Exercise description
Find all the lines in the material below with the word "Aiglon", and copy them.

Given records
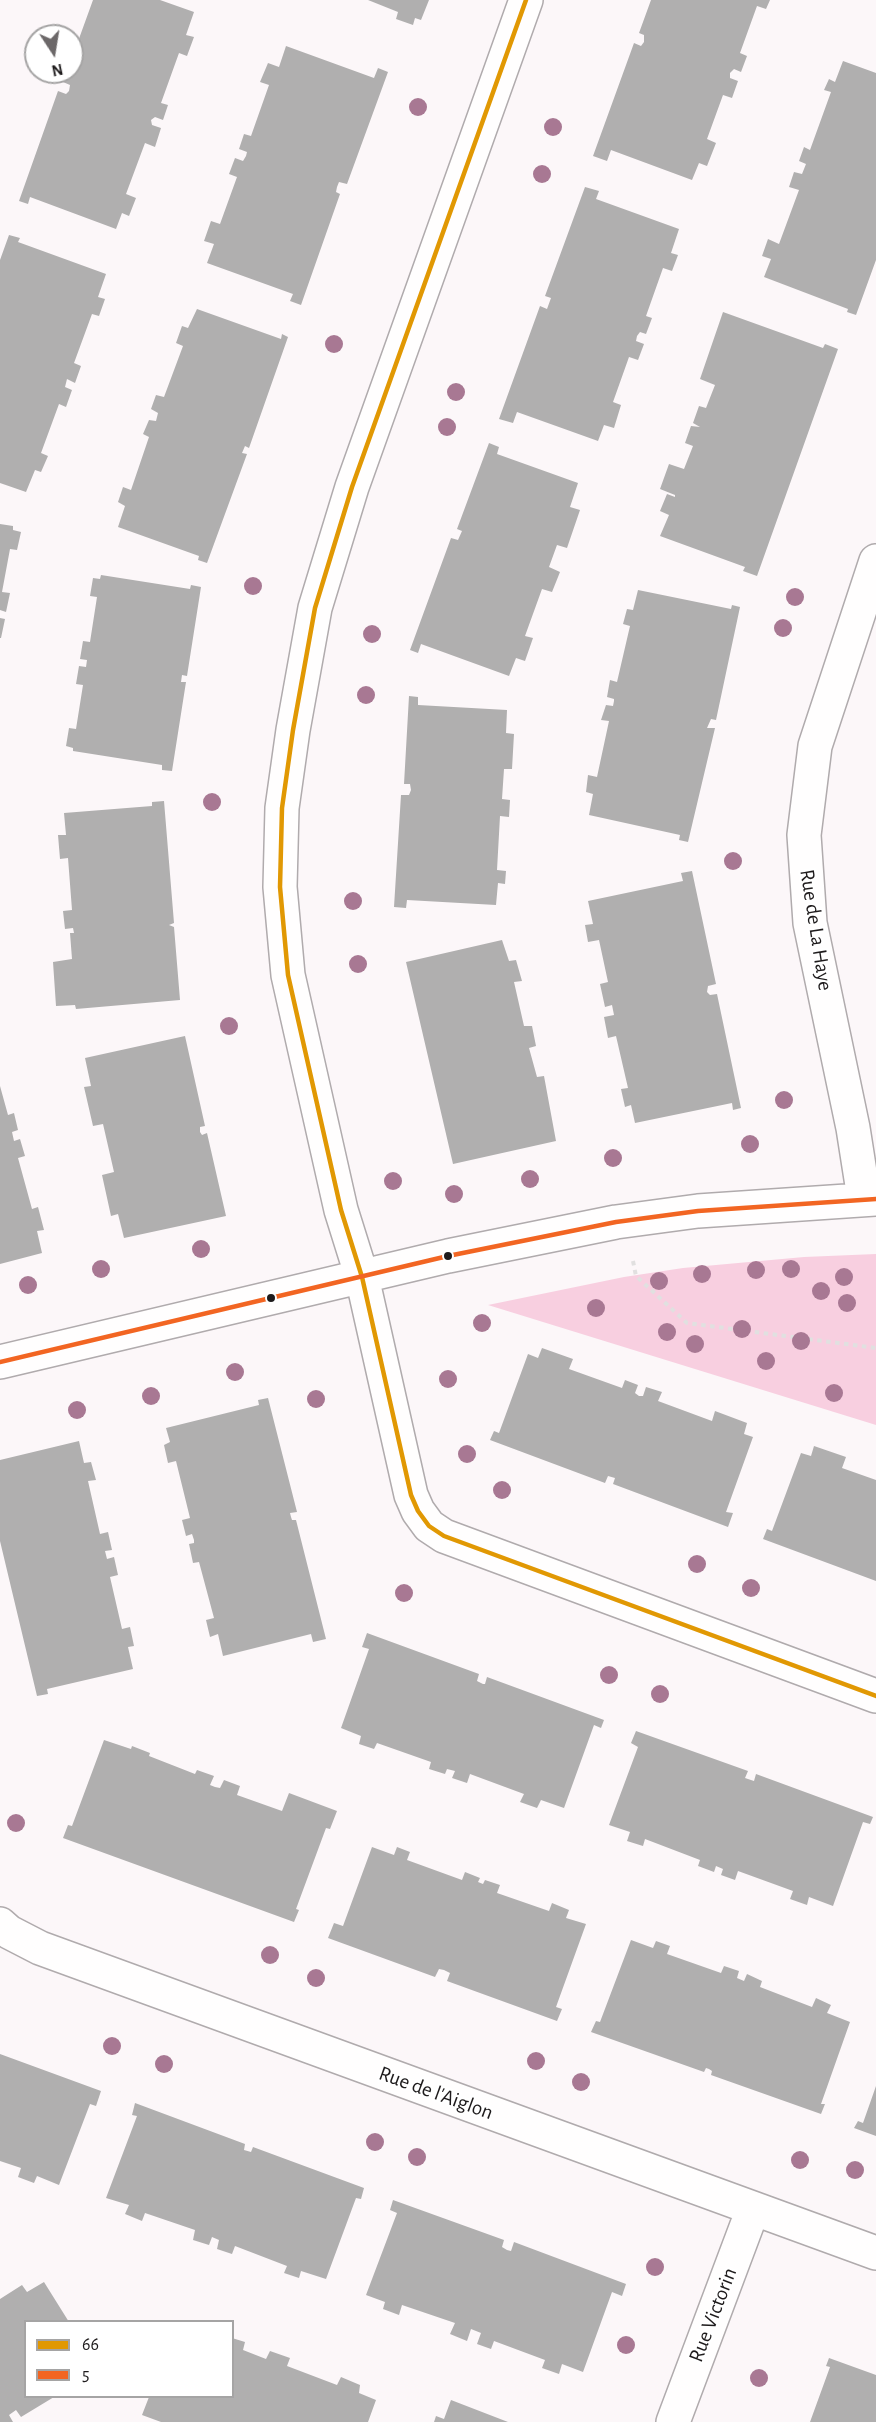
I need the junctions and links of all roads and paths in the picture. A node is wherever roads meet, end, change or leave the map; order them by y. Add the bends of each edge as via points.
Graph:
1 (526, 0) edge
2 (876, 561) edge
3 (870, 1198) edge
4 (626, 1221) junction
5 (362, 1277) junction
6 (876, 1348) edge
7 (0, 1362) edge
8 (876, 1696) edge
9 (0, 1924) edge
10 (753, 2209) junction
11 (876, 2253) edge
12 (673, 2422) edge

1 - 5 street via 352,487 315,608 292,730 282,808 280,887 288,975 341,1210
2 - 3 street, Rue de La Haye via 814,746 804,835 810,923
3 - 4 street via 698,1211
4 - 5 street
4 - 6 path via 636,1276 687,1323
5 - 7 street
5 - 8 street via 411,1495 429,1526 444,1536
9 - 10 street, Rue de l'Aiglon via 40,1948
10 - 11 street, Rue de l'Aiglon
10 - 12 street, Rue Victorin

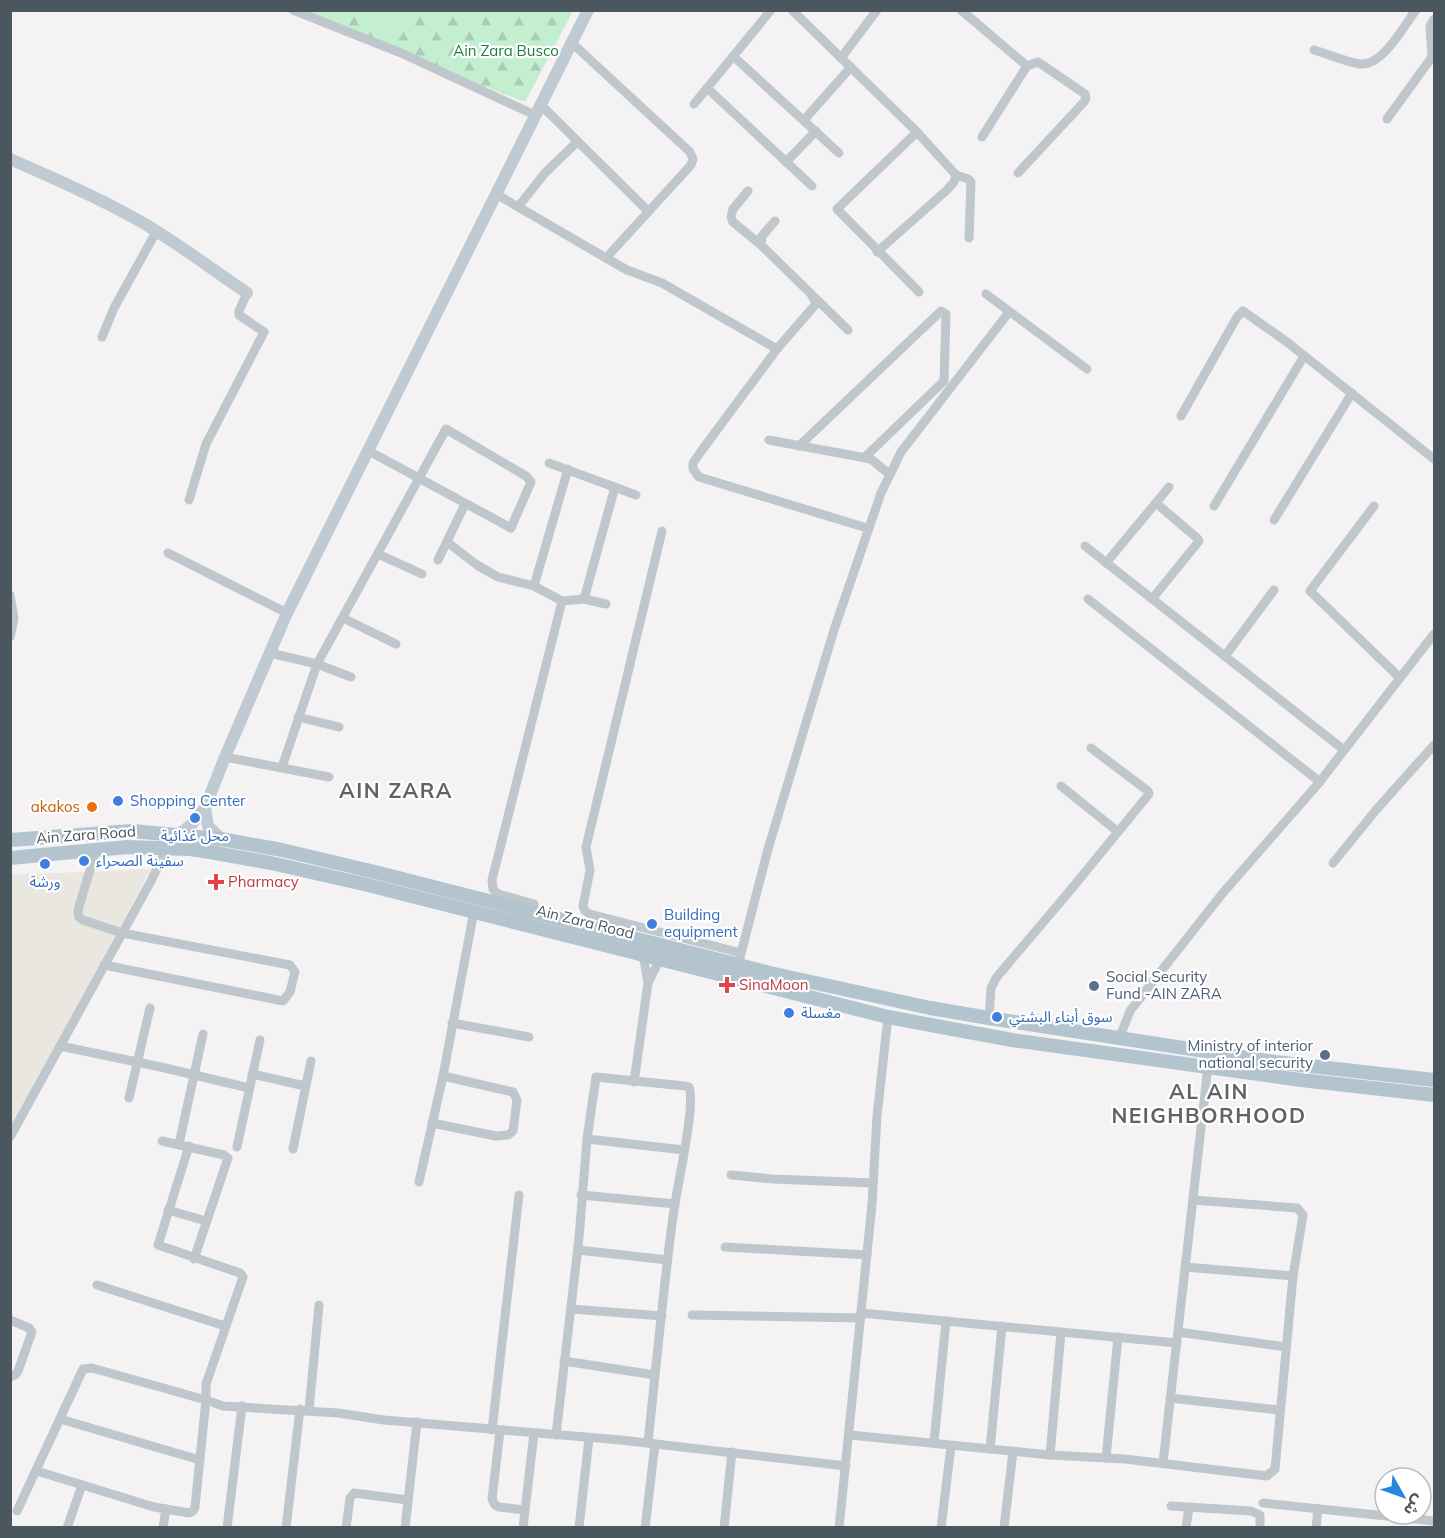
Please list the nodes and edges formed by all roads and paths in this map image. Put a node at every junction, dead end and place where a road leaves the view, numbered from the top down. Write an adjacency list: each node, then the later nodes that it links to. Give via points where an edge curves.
1 (293, 10): 17 (street)
2 (588, 10): 9 (main road)
3 (771, 10): 11 (street)
4 (792, 10): 12 (street)
5 (877, 10): 12 (street)
6 (961, 10): 13 (street)
7 (1416, 10): 10 (street, via 1378,59 1369,63 1359,64)
8 (1434, 19): 18 (street, via 1430,26 1432,57)
9 (572, 43): 17 (main road); 33 (street, via 690,152 691,165)
10 (1314, 50)
11 (733, 56): 15 (street); 19 (street)
12 (842, 58): 14 (street)
13 (1027, 66): 22 (street); 27 (street, via 1038,62 1086,98)
14 (851, 67): 19 (street); 21 (street)
15 (707, 88): 16 (street); 26 (street)
16 (694, 104)
17 (537, 110): 23 (street); 31 (main road)
18 (1387, 119)
19 (804, 120): 20 (street)
20 (816, 131): 24 (street); 26 (street)
21 (917, 132): 28 (street); 38 (street, via 837,209)
22 (982, 137)
23 (577, 142): 32 (street); 33 (street)
24 (839, 153)
25 (10, 159): 35 (main road, via 79,189)
26 (786, 162): 29 (street)
27 (1018, 173)
28 (956, 175): 36 (street, via 970,182); 38 (street, via 946,190)
29 (812, 186)
30 (748, 191): 37 (street, via 732,209 731,217)
31 (496, 194): 32 (street); 54 (main road)
32 (518, 207): 39 (street)
33 (648, 211): 39 (street)
34 (775, 222): 37 (street, via 762,236)
35 (156, 232): 41 (main road); 46 (street)
36 (969, 238)
37 (761, 245): 43 (street)
38 (878, 252): 40 (street)
39 (606, 258): 47 (street, via 662,283)
40 (919, 292)
41 (247, 293): 64 (street, via 239,315 264,332 206,444)
42 (986, 294): 44 (street)
43 (812, 296): 45 (street); 47 (street, via 816,305)
44 (1009, 312): 49 (street); 59 (street, via 901,452)
45 (848, 330)
46 (102, 337)
47 (777, 349): 70 (street, via 693,463 694,472 699,477)
48 (1304, 356): 50 (street); 51 (street, via 1243,311); 67 (street)
49 (1087, 369)
50 (1352, 393): 56 (street); 69 (street)
51 (1181, 416)
52 (769, 440): 53 (street)
53 (799, 446): 55 (street); 55 (street, via 941,311 946,314 944,381)
54 (367, 450): 60 (street); 87 (main road)
55 (864, 458): 59 (street)
56 (1434, 459)
57 (549, 463): 58 (street)
58 (568, 469): 61 (street); 79 (street)
59 (889, 474): 70 (street)
60 (420, 479): 66 (street); 66 (street, via 446,429 531,482 511,528); 75 (street)
61 (615, 487): 63 (street); 82 (street)
62 (1170, 487): 65 (street)
63 (636, 495)
64 (189, 500)
65 (1156, 503): 77 (street); 84 (street, via 1199,541)
66 (465, 504): 72 (street)
67 (1214, 506)
68 (1374, 506): 96 (street, via 1310,591)
69 (1274, 520)
70 (867, 528): 121 (street, via 768,849)
71 (662, 531): 121 (street, via 586,847 590,870 583,906 590,914)
72 (447, 542): 76 (street); 79 (street, via 491,574)
73 (1085, 546): 77 (street)
74 (168, 553): 87 (street)
75 (378, 554): 78 (street); 88 (street)
76 (438, 560)
77 (1106, 563): 84 (street)
78 (422, 574)
79 (534, 586): 85 (street)
80 (1274, 590): 93 (street)
81 (10, 595): 90 (street, via 14,619)
82 (584, 599): 85 (street); 86 (street)
83 (1088, 599): 105 (street)
84 (1152, 599): 93 (street)
85 (562, 601): 116 (street, via 492,880 493,890 498,894)
86 (606, 604)
87 (287, 613): 92 (main road)
88 (343, 618): 91 (street); 94 (street)
89 (1434, 634): 96 (street)
90 (10, 637)
91 (396, 644)
92 (270, 653): 94 (street); 102 (main road)
93 (1225, 656): 101 (street)
94 (317, 664): 95 (street); 97 (street)
95 (351, 677)
96 (1400, 678): 101 (street)
97 (298, 717): 98 (street); 103 (street)
98 (339, 727)
99 (1434, 746): 115 (street)
100 (1091, 748): 108 (street, via 1148,790)
101 (1344, 750): 105 (street)
102 (225, 757): 103 (street); 107 (main road)
103 (282, 767): 104 (street)
104 (328, 777)
105 (1320, 782): 130 (street, via 1222,894 1147,989 1130,1011)
106 (1061, 786): 108 (street)
107 (205, 808): 109 (main road); 110 (main road, via 208,826)
108 (1117, 831): 126 (street, via 996,978 991,988)
109 (179, 834): 110 (main road, Ain Zara Road); 111 (main road, Ain Zara Road, via 132,831)
110 (221, 839): 121 (main road, Ain Zara Road, via 282,850)
111 (10, 840)
112 (167, 848): 113 (main road, Ain Zara Road); 117 (main road, Ain Zara Road, via 271,863); 118 (street)
113 (96, 850): 114 (main road, Ain Zara Road); 118 (street, via 78,913 85,922)
114 (10, 858)
115 (1333, 863)
116 (534, 904)
117 (474, 911): 119 (main road, Ain Zara Road); 127 (street)
118 (122, 933): 122 (street); 122 (street, via 290,965 295,972 290,992 283,1001)
119 (644, 954): 120 (main road, Ain Zara Road); 123 (street)
120 (660, 958): 123 (street); 125 (main road, Ain Zara Road)
121 (740, 959): 126 (main road, Ain Zara Road, via 837,989)
122 (104, 965): 132 (street)
123 (648, 983): 140 (street)
124 (150, 1008): 134 (street)
125 (888, 1017): 135 (main road, Ain Zara Road, via 1012,1040); 156 (street)
126 (989, 1018): 130 (main road, Ain Zara Road)
127 (453, 1023): 129 (street); 138 (street)
128 (203, 1035): 137 (street)
129 (529, 1037)
130 (1119, 1039): 139 (main road, Ain Zara Road, via 1348,1072)
131 (260, 1040): 136 (street)
132 (60, 1046): 134 (street); 146 (street)
133 (311, 1061): 141 (street)
134 (138, 1062): 137 (street); 144 (street)
135 (1208, 1066): 143 (main road, Ain Zara Road); 159 (street)
136 (252, 1074): 141 (street); 142 (street)
137 (194, 1075): 142 (street); 149 (street)
138 (443, 1076): 145 (street); 145 (street, via 513,1092 517,1100 513,1131 496,1136)
139 (1434, 1080)
140 (634, 1082): 147 (street, via 596,1077); 153 (street, via 689,1087)
141 (305, 1086): 152 (street)
142 (249, 1088): 151 (street)
143 (1434, 1095)
144 (129, 1098)
145 (432, 1123): 155 (street)
146 (11, 1134)
147 (587, 1139): 153 (street); 158 (street)
148 (162, 1141): 149 (street)
149 (179, 1144): 150 (street)
150 (189, 1146): 161 (street); 162 (street, via 228,1158)
151 (237, 1147)
152 (293, 1149)
153 (684, 1150): 160 (street)
154 (731, 1175): 156 (street)
155 (419, 1182)
156 (873, 1183): 165 (street)
157 (519, 1195): 195 (street)
158 (581, 1195): 160 (street); 164 (street)
159 (1193, 1200): 168 (street); 169 (street, via 1300,1209 1304,1215)
160 (675, 1204): 167 (street)
161 (168, 1210): 162 (street); 166 (street, via 158,1245)
162 (206, 1221): 166 (street)
163 (725, 1247): 165 (street)
164 (578, 1250): 167 (street); 172 (street)
165 (867, 1255): 175 (street)
166 (194, 1258): 178 (street, via 243,1277)
167 (668, 1260): 174 (street)
168 (1185, 1267): 169 (street); 181 (street)
169 (1293, 1276): 184 (street)
170 (97, 1285): 178 (street)
171 (319, 1305): 191 (street)
172 (571, 1309): 174 (street); 185 (street)
173 (692, 1315): 175 (street)
174 (662, 1316): 186 (street)
175 (861, 1316): 177 (street); 198 (street)
176 (10, 1320): 187 (street, via 29,1328 32,1336 18,1371)
177 (946, 1321): 179 (street); 200 (street)
178 (225, 1326): 189 (street, via 206,1383)
179 (1002, 1326): 180 (street); 203 (street)
180 (1061, 1332): 182 (street); 206 (street)
181 (1178, 1332): 183 (street); 184 (street)
182 (1118, 1337): 183 (street); 207 (street)
183 (1177, 1343): 188 (street)
184 (1286, 1347): 192 (street)
185 (564, 1361): 186 (street); 197 (street)
186 (655, 1375): 201 (street)
187 (10, 1377)
188 (1170, 1398): 192 (street); 209 (street)
189 (206, 1400): 190 (street, via 223,1406); 193 (street, via 87,1367 79,1374); 208 (street)
190 (242, 1406): 191 (street); 224 (street)
191 (305, 1409): 194 (street); 225 (street)
192 (1279, 1410): 209 (street, via 1275,1469 1267,1476)
193 (60, 1419): 208 (street); 211 (street)
194 (417, 1422): 195 (street); 213 (street)
195 (496, 1431): 196 (street); 219 (street, via 492,1499 499,1507)
196 (534, 1433): 197 (street); 219 (street)
197 (556, 1435): 199 (street)
198 (850, 1435): 200 (street); 210 (street)
199 (589, 1438): 201 (street); 229 (street)
200 (934, 1442): 202 (street)
201 (651, 1444): 205 (street); 230 (street)
202 (951, 1446): 203 (street); 233 (street)
203 (990, 1449): 204 (street)
204 (1013, 1451): 206 (street); 234 (street)
205 (732, 1452): 210 (street); 231 (street)
206 (1050, 1455): 207 (street)
207 (1106, 1458): 209 (street)
208 (200, 1460): 217 (street, via 193,1511)
209 (1162, 1463)
210 (846, 1466): 232 (street)
211 (37, 1471): 212 (street); 220 (street)
212 (82, 1485): 217 (street); 222 (street)
213 (408, 1500): 226 (street, via 354,1493); 227 (street)
214 (1263, 1503): 218 (street)
215 (1171, 1506): 216 (street)
216 (1189, 1507): 235 (street); 236 (street, via 1251,1511 1260,1515)
217 (166, 1509): 223 (street)
218 (1318, 1509): 221 (street); 237 (street)
219 (524, 1510): 228 (street)
220 (17, 1511)
221 (1373, 1516)
222 (67, 1527)
223 (163, 1527)
224 (227, 1527)
225 (286, 1527)
226 (346, 1527)
227 (405, 1527)
228 (523, 1527)
229 (579, 1527)
230 (645, 1527)
231 (724, 1527)
232 (839, 1527)
233 (941, 1527)
234 (1004, 1527)
235 (1186, 1527)
236 (1260, 1527)
237 (1316, 1527)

Answer below
9 - 10 street, Rue de l'Aiglon via 40,1948
10 - 11 street, Rue de l'Aiglon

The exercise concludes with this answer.